ふわりと、柔らかな風が吹くと、辺りが、はっきり見えて来た。
其処に広がる世界は、声にならないぐらい美しい。まるで、御伽噺に出てくる様な夢の世界みたいな感じだった。
広がる草原に、ぽつりぽつりと咲く、青い小さな花々。
京都の御殿でも、見られない光景だ。
-…綺麗。
何時だったか、禰宜に話を聞いた事がある。私達が生きる世界は、生を授かりながら神のご慈悲の元で、成り立っているが、死を司っている場所は口では、言い切れないくらい真っ暗なのだと。
でも、此処は違う。
「あれ?珍しいわね。
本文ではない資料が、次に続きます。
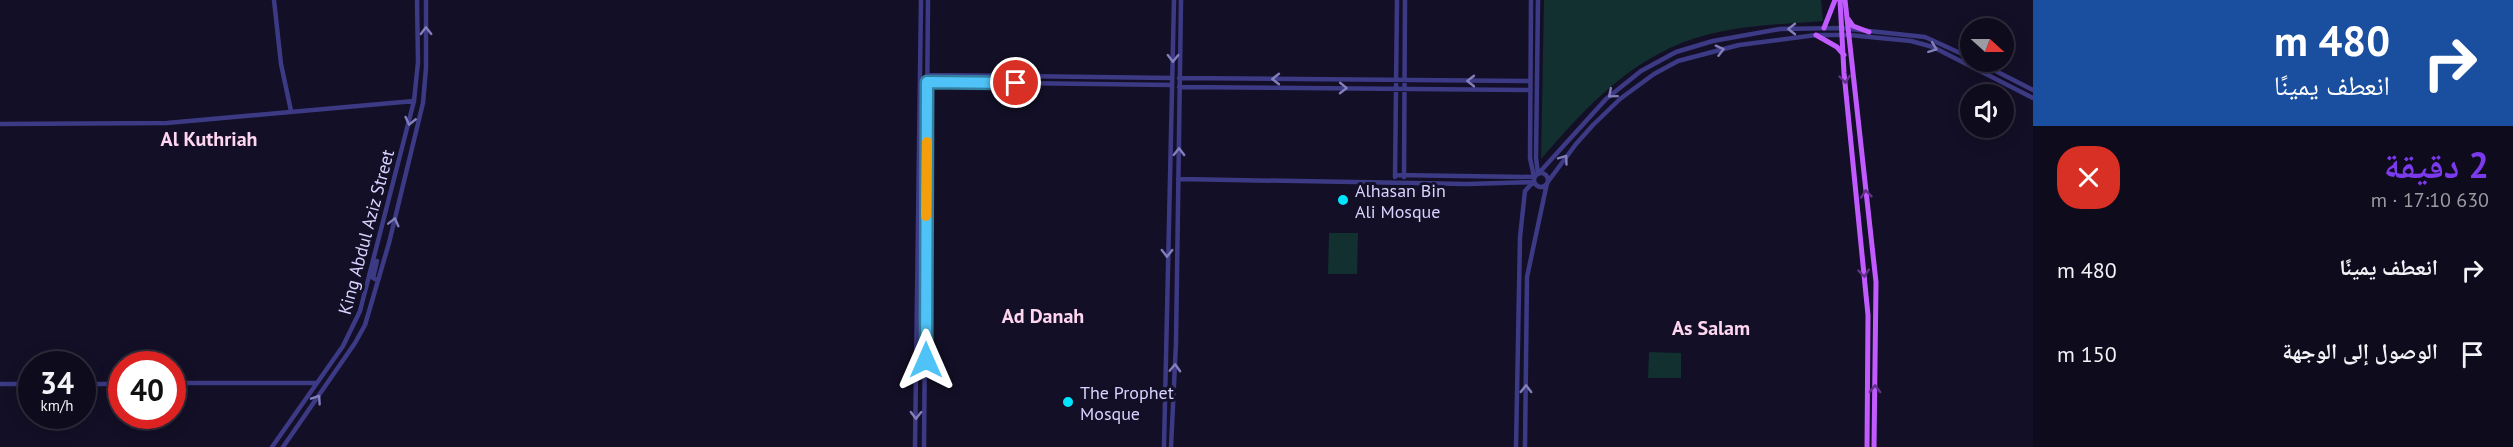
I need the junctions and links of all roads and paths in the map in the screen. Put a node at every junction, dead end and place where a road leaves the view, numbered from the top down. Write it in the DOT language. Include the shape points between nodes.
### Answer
graph roads {
  1 [pos="274,0"];
  2 [pos="417,0"];
  3 [pos="426,0"];
  4 [pos="921,0"];
  5 [pos="928,0"];
  6 [pos="1174,0"];
  7 [pos="1181,0"];
  8 [pos="1396,0"];
  9 [pos="1405,0"];
  10 [pos="1531,0"];
  11 [pos="1538,0"];
  12 [pos="1837,0"];
  13 [pos="1845,0"];
  14 [pos="1847,18"];
  15 [pos="1824,28"];
  16 [pos="1841,28"];
  17 [pos="1869,32"];
  18 [pos="1846,34"];
  19 [pos="1816,35"];
  20 [pos="1960,53"];
  21 [pos="1844,55"];
  22 [pos="1998,72"];
  23 [pos="927,75"];
  24 [pos="1172,78"];
  25 [pos="1179,78"];
  26 [pos="1396,80"];
  27 [pos="1404,80"];
  28 [pos="1530,81"];
  29 [pos="927,82"];
  30 [pos="1172,85"];
  31 [pos="1179,87"];
  32 [pos="1396,89"];
  33 [pos="1404,89"];
  34 [pos="1530,90"];
  35 [pos="2033,90"];
  36 [pos="2033,98"];
  37 [pos="414,101"];
  38 [pos="291,111"];
  39 [pos="0,124"];
  40 [pos="1395,175"];
  41 [pos="1404,175"];
  42 [pos="1535,178"];
  43 [pos="1179,179"];
  44 [pos="1395,183"];
  45 [pos="1404,183"];
  46 [pos="1547,183"];
  47 [pos="1168,202"];
  48 [pos="1178,204"];
  49 [pos="1168,220"];
  50 [pos="1177,223"];
  51 [pos="382,229"];
  52 [pos="379,278"];
  53 [pos="318,381"];
  54 [pos="186,383"];
  55 [pos="0,384"];
  56 [pos="18,384"];
  57 [pos="302,384"];
  58 [pos="307,397"];
  59 [pos="284,446"];
  60 [pos="274,447"];
  61 [pos="915,447"];
  62 [pos="924,447"];
  63 [pos="1164,447"];
  64 [pos="1171,447"];
  65 [pos="1516,447"];
  66 [pos="1525,447"];
  67 [pos="1867,447"];
  68 [pos="1874,447"];
  1 -- 38 [label="street"];
  2 -- 37 [label="street, King Abdul Aziz Street"];
  52 -- 3 [label="street, King Abdul Aziz Street, one-way" via="423,103"];
  4 -- 61 [label="street, one-way"];
  5 -- 23 [label="street"];
  6 -- 24 [label="street, one-way"];
  7 -- 25 [label="street"];
  8 -- 26 [label="street"];
  9 -- 27 [label="street"];
  10 -- 28 [label="street"];
  11 -- 42 [label="street"];
  12 -- 15 [label="main road"];
  12 -- 16 [label="main road"];
  13 -- 14 [label="main road"];
  14 -- 17 [label="main road" via="1853,26"];
  14 -- 18 [label="main road"];
  15 -- 16 [label="street"];
  15 -- 42 [label="street, one-way" via="1780,29 1676,52 1641,71 1606,99"];
  16 -- 18 [label="main road"];
  17 -- 18 [label="street"];
  17 -- 20 [label="street" via="1925,37"];
  18 -- 19 [label="street"];
  18 -- 21 [label="main road"];
  18 -- 36 [label="street, one-way" via="1933,47"];
  68 -- 18 [label="main road, one-way" via="1876,282"];
  19 -- 21 [label="main road" via="1837,46"];
  46 -- 19 [label="street, one-way" via="1593,125 1654,74 1678,61 1739,45"];
  21 -- 67 [label="main road, one-way" via="1868,315"];
  22 -- 35 [label="street"];
  23 -- 24 [label="street"];
  23 -- 29 [label="street"];
  24 -- 30 [label="street"];
  26 -- 25 [label="street, one-way"];
  25 -- 31 [label="street"];
  26 -- 27 [label="street"];
  26 -- 32 [label="street"];
  28 -- 27 [label="street, one-way"];
  27 -- 33 [label="street"];
  28 -- 34 [label="street"];
  29 -- 30 [label="street"];
  29 -- 62 [label="street"];
  30 -- 47 [label="street"];
  31 -- 32 [label="street, one-way"];
  43 -- 31 [label="street, one-way"];
  32 -- 33 [label="street"];
  32 -- 40 [label="street"];
  33 -- 34 [label="street"];
  33 -- 41 [label="street"];
  34 -- 42 [label="street" via="1530,158"];
  37 -- 38 [label="street"];
  37 -- 51 [label="street, King Abdul Aziz Street, one-way"];
  38 -- 39 [label="street" via="166,123"];
  40 -- 41 [label="street"];
  40 -- 44 [label="street"];
  41 -- 42 [label="street"];
  41 -- 45 [label="street"];
  42 -- 45 [label="street" via="1467,184"];
  42 -- 46 [label="street" via="1546,176"];
  42 -- 46 [label="street" via="1540,188"];
  42 -- 65 [label="street" via="1525,191 1520,237"];
  43 -- 44 [label="street"];
  43 -- 48 [label="street"];
  44 -- 45 [label="street"];
  66 -- 46 [label="street, one-way" via="1527,277"];
  47 -- 48 [label="street" via="1175,207"];
  47 -- 49 [label="street"];
  48 -- 50 [label="street"];
  49 -- 50 [label="street" via="1173,218"];
  49 -- 63 [label="street, one-way"];
  64 -- 50 [label="street, one-way"];
  51 -- 52 [label="street" via="374,276"];
  51 -- 53 [label="street, King Abdul Aziz Street" via="353,330"];
  59 -- 52 [label="street, King Abdul Aziz Street, one-way" via="355,343 371,309"];
  53 -- 57 [label="street"];
  53 -- 58 [label="street, King Abdul Aziz Street"];
  54 -- 57 [label="street"];
  55 -- 56 [label="street"];
  57 -- 58 [label="street" via="309,388"];
  58 -- 60 [label="street, King Abdul Aziz Street"];
}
貴女」
「へっ…」
突然、声音が頭上から聞こえた。
視線を上に向けると、透き通る白い髪をした少女が、微笑んでいる。
「私は…まだ、寝ているから、正式的に、これは、本体じゃないの」
「はっ!」
「あ、人間には、難しいですわね。此処に…人が来るのは、初めてだから、つい」
「どう見ても…人間よね?」
ふんわりとした雰囲気に呑まれそうなくらい彼女は、あどけない表情をした。
「あぁ…人間とは、かなり異なるわ」
考えた様に、吐いた科白。
「でも、姿は…」
「そうね。人形を取る時もあるわ。下界では、色んな姿になるわね。例えば…神話に出てくる龍神。それから、弁財天。貴女が住んでいた京都では、貴船神社が、有名ね。かの有名な安倍晴明が勅命を受けた場所。そして、丑の墓刻参り、後は、アチラの神は、女龍神で、水と雨を司る神でしたね」
「話が付いていけないけど、貴女は、神という事で、把握して宜しいのかしら…」
「えぇ…間違っていませんわ。ただ、神にもランクがありますの」
俄には信じ難い話だけど、彼女は、嘘を付いていない気がした。